Nową wiceprezydent mieliśmy okazję poznać podczas specjalnie zwołanej konferencji prasowej. Tymczasem sesja była okazją do podsumowania osiągnięć Zygmunta Nowaczyka.
- Misja Zygmunta Nowaczyka dobiegała końca - mówi prezydent Roman Szełemej. - Te lata współpracy były bardzo dobre. Od 2011 roku Zygmunt Nowaczyk był moim zastępcą - to ponad 7 lat wspólnej pracy na rzecz Wałbrzycha i jego mieszkańców. To czas bardzo dużych zmian, jakie zaszły w mieście. Z perspektywy tego, co osiągnęliśmy - choć stanęliśmy przed bardzo poważnymi decyzjami o zamknięciu niektórych szkół, o przeprowadzeniu reformy oświaty w Wałbrzychu - mogę powiedzieć, że większość tych decyzji była trafiona, o czym świadczy obecny stan wałbrzyskiej oświaty.
Prezydent Szełemej podkreślał, że choć wiele z tych decyzji było niepopularnych i trudnych, to Zygmunt Nowaczyk zawsze wykazywał lojalność i wspierał prezydenta Szełemeja w dążeniu do celu i do rozwoju Wałbrzycha.
- To człowiek niezwykle kompetentny, doświadczony zawodowo, a jednocześnie spokojny, wyważony, którego pomoc dla mnie była nieoceniona - podsumowuje prezydent Szełemej.
Sam Zygmunt Nowaczyk nie krył wzruszenia i podzielił się ze wszystkimi swoimi spostrzeżeniami na temat swojej misji, która dobiegła końca.
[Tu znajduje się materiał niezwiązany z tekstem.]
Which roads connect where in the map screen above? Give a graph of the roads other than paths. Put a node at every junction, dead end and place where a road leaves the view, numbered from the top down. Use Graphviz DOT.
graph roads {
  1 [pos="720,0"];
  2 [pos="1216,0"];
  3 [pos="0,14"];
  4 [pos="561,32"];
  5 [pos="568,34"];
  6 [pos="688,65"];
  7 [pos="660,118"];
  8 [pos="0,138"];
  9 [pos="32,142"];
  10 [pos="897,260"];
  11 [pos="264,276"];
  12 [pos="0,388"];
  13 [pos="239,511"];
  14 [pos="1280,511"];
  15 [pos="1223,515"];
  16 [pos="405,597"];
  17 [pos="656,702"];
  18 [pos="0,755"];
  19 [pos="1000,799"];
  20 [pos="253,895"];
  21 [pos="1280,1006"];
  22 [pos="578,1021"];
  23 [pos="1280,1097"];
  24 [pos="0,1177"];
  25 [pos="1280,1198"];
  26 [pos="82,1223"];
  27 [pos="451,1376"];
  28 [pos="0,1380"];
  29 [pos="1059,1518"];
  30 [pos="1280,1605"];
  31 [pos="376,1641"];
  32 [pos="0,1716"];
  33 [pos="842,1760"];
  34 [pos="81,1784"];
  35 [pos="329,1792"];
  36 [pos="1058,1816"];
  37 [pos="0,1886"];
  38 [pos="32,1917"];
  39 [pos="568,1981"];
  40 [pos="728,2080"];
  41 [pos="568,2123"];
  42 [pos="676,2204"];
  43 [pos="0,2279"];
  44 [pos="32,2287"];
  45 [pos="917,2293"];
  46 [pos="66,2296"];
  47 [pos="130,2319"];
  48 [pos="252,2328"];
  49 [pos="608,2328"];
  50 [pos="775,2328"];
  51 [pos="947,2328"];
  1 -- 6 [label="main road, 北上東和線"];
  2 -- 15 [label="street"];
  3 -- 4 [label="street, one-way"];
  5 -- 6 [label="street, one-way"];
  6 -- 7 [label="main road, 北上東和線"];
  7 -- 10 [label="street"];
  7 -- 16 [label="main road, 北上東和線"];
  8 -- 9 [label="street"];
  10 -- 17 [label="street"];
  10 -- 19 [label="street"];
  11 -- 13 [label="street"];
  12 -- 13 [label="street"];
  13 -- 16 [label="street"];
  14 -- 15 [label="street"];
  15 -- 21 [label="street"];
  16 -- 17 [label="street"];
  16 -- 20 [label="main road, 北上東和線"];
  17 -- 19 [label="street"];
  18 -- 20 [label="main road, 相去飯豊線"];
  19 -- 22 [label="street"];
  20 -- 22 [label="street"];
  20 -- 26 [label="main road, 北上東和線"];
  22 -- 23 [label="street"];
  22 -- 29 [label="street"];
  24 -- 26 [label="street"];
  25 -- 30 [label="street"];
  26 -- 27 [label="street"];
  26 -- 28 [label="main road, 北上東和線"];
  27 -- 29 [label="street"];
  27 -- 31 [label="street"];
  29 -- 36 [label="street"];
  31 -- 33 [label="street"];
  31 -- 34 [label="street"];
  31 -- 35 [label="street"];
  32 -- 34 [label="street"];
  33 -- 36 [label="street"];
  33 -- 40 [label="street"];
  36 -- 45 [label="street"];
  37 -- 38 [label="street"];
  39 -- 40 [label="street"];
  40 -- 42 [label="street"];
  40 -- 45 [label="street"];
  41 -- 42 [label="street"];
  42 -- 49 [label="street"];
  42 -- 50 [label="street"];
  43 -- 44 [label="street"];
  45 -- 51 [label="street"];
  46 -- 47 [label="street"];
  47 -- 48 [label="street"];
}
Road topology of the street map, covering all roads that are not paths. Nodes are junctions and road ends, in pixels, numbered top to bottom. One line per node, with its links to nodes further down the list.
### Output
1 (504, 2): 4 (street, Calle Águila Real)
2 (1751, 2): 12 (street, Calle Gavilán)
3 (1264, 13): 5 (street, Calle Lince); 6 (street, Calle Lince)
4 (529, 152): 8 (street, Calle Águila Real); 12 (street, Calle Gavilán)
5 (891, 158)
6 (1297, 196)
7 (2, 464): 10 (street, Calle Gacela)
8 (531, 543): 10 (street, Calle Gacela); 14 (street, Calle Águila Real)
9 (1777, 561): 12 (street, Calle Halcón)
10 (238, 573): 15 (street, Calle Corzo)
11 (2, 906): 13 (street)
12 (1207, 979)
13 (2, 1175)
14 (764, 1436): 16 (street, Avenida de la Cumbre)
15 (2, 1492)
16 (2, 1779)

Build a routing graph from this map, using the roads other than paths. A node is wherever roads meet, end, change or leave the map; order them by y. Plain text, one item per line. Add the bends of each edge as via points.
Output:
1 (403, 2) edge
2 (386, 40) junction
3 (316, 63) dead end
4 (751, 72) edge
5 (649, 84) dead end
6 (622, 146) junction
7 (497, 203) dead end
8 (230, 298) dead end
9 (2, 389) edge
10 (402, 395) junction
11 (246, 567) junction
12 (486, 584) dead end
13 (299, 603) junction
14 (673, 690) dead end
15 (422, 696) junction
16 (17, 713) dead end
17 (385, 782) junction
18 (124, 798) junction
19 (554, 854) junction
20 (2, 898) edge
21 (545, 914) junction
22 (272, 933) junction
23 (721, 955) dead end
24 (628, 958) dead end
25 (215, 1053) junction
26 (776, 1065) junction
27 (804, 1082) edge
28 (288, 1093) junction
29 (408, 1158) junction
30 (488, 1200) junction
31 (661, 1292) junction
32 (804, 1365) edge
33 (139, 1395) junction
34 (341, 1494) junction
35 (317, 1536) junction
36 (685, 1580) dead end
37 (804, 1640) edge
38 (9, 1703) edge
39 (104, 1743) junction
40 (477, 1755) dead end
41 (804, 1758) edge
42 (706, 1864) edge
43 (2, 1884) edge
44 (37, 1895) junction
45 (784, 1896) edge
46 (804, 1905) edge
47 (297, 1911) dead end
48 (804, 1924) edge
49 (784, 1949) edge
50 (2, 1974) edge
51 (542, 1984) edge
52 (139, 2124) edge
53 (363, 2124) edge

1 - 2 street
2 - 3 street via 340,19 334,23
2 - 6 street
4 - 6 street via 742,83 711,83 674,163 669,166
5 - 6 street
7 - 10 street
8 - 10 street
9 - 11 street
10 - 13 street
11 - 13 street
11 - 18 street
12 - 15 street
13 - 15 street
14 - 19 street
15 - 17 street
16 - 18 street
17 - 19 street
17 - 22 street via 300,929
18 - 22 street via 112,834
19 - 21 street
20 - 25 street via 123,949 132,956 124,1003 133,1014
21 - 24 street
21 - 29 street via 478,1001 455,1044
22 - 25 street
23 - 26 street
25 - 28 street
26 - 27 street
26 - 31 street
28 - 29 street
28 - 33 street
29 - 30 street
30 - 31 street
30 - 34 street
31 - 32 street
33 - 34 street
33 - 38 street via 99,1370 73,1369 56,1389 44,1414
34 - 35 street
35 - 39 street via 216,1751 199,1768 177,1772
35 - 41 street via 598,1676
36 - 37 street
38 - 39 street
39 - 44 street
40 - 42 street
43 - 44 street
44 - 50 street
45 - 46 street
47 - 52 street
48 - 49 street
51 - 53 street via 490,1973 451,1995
- Nadszedł odpowiedni moment na podjęcie takiego kroku - mówi Nowaczyk. - Odpowiadałem nie tylko za oświatę, ale za współpracę z jednostkami kultury, środowiskiem górniczym, które stało mi się bardzo bliskie, za współpracę ze środowiskami reprezentującymi osoby niepełnosprawne. Współpraca z prezydentem Szełemejem była owocna, udało nam się wiele zmienić na lepsze w Wałbrzychu, choć musieliśmy sobie radzić z wieloma problemami. Zawsze starałem się pracować rzetelnie i sumiennie na rzecz Wałbrzycha.